Researchers claimed that they are one step closer to safer cancer drugs after identifying the likely reason why some of these treatments damage the heart.
Modern drugs can be very effective at treating cancer and have led to greatly improved survival rates, said the authors of a new study, published in the journal Science Advances.
However, some cancer treatments can cause cardiotoxicity, they pointed out. This can present in a variety of ways, ranging from a slight change in the heart's pumping ability to debilitating heart failure, which means that some patients are confronted with treatment-induced heart problems.
"While there have been advances in treating cancer, one of the consequences has been a risk of heart damage from these drugs," alerted British Heart Foundation (BHF) Medical Director, Professor Sir Nilesh Samani.
The ways in which these drugs cause damage, however, has remained elusive, emphasised the authors.
Proteins Associated With Heart Disease Risk
For the international data analysis study, led by University College London (UCL), researchers sourced information from up to 36,548 UK Biobank subjects who had data on both cardiac magnetic resonance images and genotyping. They searched through the DNA of the subjects without pre-existing heart disease and identified genetic variants linked to changes to the structure and function of the ventricles.
Using Mendelian randomisation, the researchers then pinpointed 33 proteins (coded for by these genetic variants) that were present in the blood and associated with the risk of developing several heart diseases, including types of heart failure and atrial fibrillation.
Through large-scale analyses of the plasma proteome, and linkage to mRNA expression, protein interactions, and drug compound databases, the authors said that they had identified a prioritised set of 33 proteins with a robust cardiac magnetic resonance and cardiac outcome fingerprint.

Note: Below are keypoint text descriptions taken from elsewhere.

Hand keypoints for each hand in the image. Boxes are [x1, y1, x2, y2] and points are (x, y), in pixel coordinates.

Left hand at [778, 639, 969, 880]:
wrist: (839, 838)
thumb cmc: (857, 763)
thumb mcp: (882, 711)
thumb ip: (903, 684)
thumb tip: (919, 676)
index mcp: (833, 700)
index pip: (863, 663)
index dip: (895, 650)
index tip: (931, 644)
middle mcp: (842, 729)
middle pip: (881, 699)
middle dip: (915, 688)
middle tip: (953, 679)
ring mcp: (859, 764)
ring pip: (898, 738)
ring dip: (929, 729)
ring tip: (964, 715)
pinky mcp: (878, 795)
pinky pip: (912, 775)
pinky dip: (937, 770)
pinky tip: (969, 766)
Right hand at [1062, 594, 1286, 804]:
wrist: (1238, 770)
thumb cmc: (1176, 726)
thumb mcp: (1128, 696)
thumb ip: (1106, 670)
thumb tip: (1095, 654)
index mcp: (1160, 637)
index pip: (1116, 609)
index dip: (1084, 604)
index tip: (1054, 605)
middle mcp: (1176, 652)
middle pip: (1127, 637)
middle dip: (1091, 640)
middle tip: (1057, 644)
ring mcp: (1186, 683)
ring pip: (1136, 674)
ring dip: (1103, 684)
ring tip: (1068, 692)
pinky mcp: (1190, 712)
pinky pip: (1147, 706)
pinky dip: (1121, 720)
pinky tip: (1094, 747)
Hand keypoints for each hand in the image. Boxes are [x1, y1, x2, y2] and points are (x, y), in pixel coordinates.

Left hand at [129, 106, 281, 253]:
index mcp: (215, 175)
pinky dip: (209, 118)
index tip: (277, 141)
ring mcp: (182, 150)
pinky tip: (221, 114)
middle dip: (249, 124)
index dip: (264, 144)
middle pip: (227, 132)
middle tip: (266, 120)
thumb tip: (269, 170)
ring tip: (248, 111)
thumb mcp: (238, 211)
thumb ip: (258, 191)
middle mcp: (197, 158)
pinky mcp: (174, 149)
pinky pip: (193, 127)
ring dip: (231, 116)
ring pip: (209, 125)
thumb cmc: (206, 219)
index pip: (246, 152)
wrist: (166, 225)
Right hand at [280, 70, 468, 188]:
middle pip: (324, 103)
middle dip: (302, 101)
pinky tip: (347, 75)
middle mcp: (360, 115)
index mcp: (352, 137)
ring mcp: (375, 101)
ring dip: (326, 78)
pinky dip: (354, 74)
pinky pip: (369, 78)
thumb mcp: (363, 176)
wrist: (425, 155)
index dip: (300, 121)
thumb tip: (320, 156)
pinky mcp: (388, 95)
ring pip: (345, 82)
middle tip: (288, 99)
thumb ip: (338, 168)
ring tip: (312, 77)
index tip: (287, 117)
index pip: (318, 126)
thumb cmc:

They also found that over half (52%) of the druggable proteins could be mapped to compounds with known oncological indications or side effects.
"Crucially, many of these proteins are the targets of drugs currently used to treat cancer," they stressed.
Future Safer Treatment Hope
The team of researchers also highlighted that their findings could explain how cancer drugs cause their damaging effects on the heart.
"Cardiotoxicities of several cancer treatments might represent 'mechanism-based adverse effects'," they postulated.
The findings provided leads to facilitate drug development for cardiac disease, suggested the authors, and could help to identify those at increased risk. In addition, the study revealed new potential drug targets for repurposing or de novo drug development for cardiac therapies.
"These may work by inhibiting proteins linked to higher disease risk, or activating proteins linked to lower risk," they said.
Asked to comment by Medscape UK News, Dr Henry Stennett, research information manager at Cancer Research UK, said: "The majority of cancer treatments available today are kinder than their predecessors of the past. But many still come with negative side effects which can include toxicity to other parts of the body, like the heart."
He emphasised the need for this study: "Research like this is absolutely vital to make sure that we continue to develop new treatments which are not only more effective, but also mean that patients aren't having to endure painful side effects on top of an already difficult cancer diagnosis."
Dr Floriaan Schmidt, UCL Institute of Cardiovascular Science, and lead author, commented: "The proteins identified in our study will help to accelerate future drug development, offering scientists a blueprint for new treatments for both cancer and heart diseases."
This could help drug developers to be more confident of the effects of the drugs that they design, he said, "whether that’s shrinking tumours without causing damage elsewhere or improving the heart's pumping action".
ProfSir Nilesh Samani added that the research pointed the way towards developing safer and more refined drugs. "One day, worries about developing heart problems after cancer treatment might be a thing of the past.".
Funding for the study was provided by the British Heart Foundation, UKRI/NIHR Multimorbidity fund Mechanism and Therapeutics Research Collaborative, the Rosetrees Trust, the National Institutes of Health (USA), the EU/EFPIA Innovative Medicines Initiative 2 Joint Undertaking BigData@Heart, and the Horizon EiC Pathfinder project DMC-next. AFS and FWA have received Servier funding for unrelated work,while SWvdL has received Roche funding for unrelated work. CG receives a salary from SkylineDx BV. The authors declare no other competing interests.